Thunnus Atlanticus




2 - 20 pounds

7" - 43"

Blackfin Tuna

Also Known As: Deep-Bodied Tunny  

Guides Who Fish This Species

Blackfin Tuna (Thunnus atlanticus) Fish Description

Also known as Deep-Bodied Tunny, Albacore, or Bonite Nore in French, the Blackfin Tuna is the smallest tuna in the Thunnus genus. This fish has an oval-shaped body colored black with some faded yellow near the finlets and on the sides. 

Sometimes, the Blackfin Tuna’s sides can be bluish-black, whereas its belly is white. It possesses a vast, brown stripe along the portion of its eye. It has an eye-catching lateral band colored yellow or gold which fades upon its death. Its silvery abdomen has some vertical rows embedded with pale dots. 

Another feature that adds to the Blackfin Tuna’s beauty are the bronze reflections on its dusky dorsal finlets.


Diet and Size

In general, Blackfin Tuna reaches up to 39 inches in length and up to 46 lb in weight. On the other hand, it falls prey to Skipjack Tuna, Blue Marlin, and Dolphinfish.

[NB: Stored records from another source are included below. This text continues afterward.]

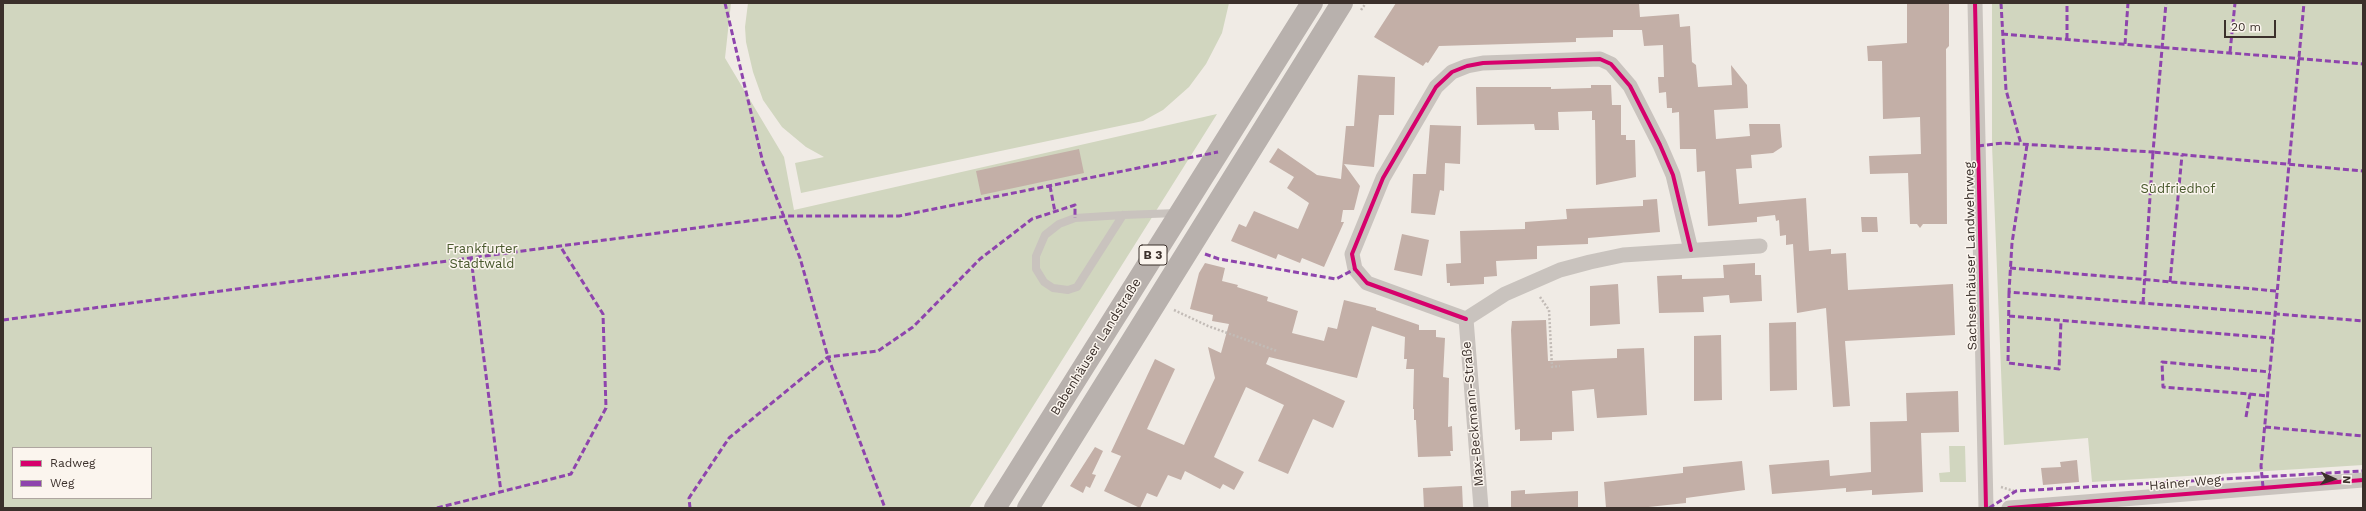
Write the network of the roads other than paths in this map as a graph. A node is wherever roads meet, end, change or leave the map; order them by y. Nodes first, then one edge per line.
1 (1312, 3) edge
2 (1342, 3) edge
3 (1975, 3) edge
4 (1179, 213) junction
5 (1123, 215) junction
6 (1760, 246) dead end
7 (1691, 250) junction
8 (1466, 319) junction
9 (2363, 480) edge
10 (995, 508) edge
11 (1028, 508) edge
12 (1481, 508) edge
13 (1986, 508) edge
14 (2009, 508) edge

1 - 4 main road, Babenhäuser Landstraße / B 3
2 - 11 main road, Babenhäuser Landstraße / B 3
3 - 13 street, Sachsenhäuser Landwehrweg
4 - 5 lane
4 - 10 main road, Babenhäuser Landstraße / B 3
5 - 5 lane
6 - 7 street
7 - 8 street
7 - 8 street
8 - 12 street, Max-Beckmann-Straße
9 - 14 street, Hainer Weg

Blackfin Tuna love mesopelagic and epipelagic meals alike. They feast on squid and fish primarily, but they also like the larvae of decapods, stomatopods, amphipods, and crustaceans especially crabs and shrimps.


Interesting Facts About the Blackfin Tuna

  • A five-year-old Blackfin Tuna is already considered old since this species grows fast and typically lives for a very short period of time.
  • Greenpeace International added many tuna species under its seafood red list; fortunately, Blackfin Tuna were not added to it.
  • The Blackfin Tuna is a migratory species that creates big schools along with Skipjack Tuna.
  • Blackfin Tuna transfer to more temperate waters during summer; this species has a limited range in the US.
  • Despite its wide array of food choices, Blackfin Tuna can be cannibalistic.
  • The Blackfin Tuna can host many parasites including copepods, gillworms, tapeworms, and flukes.
  • Its genus name Thunnus is Greek for “tuna”.


Blackfin Tuna — Fishing Techniques

The Blackfin Tuna is listed as one of the most important species for both commercial and recreational fisheries. Anglers love to catch them because they are noted for being fierce fighters. Moreover, their flesh is superbly tasty; they are usually marketed fresh then processed and canned.

Some of the most common methods used to catch them are drift fishing, and trolling. You can also try capturing them using live bait and poles. According to the most seasoned anglers, what works best in hauling Blackfin Tuna are vertical jigging and chunking. Make sure to scale down your leader and hooks; this is because Blackfin Tuna have sharp eyesight.

Apart from using #30 fluorocarbons for leaders, you should also have a 5/0 to 6/0 size circle hook. Note that you can lure Blackfin Tuna into your boat by using some live chum particularly pilchards.


Blackfin Tuna Habitat and Distribution

Most of the Blackfin Tuna population is concentrated in the Gulf of Mexico to Rio de Janeiro, the Caribbean Sea, and Martha’s Vineyard in Massachusetts.  They prefer swimming in warm waters over 68 °F. 

Blackfin Tuna usually occur in oceanic waters near the coastline. They usually inhabit the areas near the continental shelves. They are at their peak during autumn, winter, and spring in Florida Keys.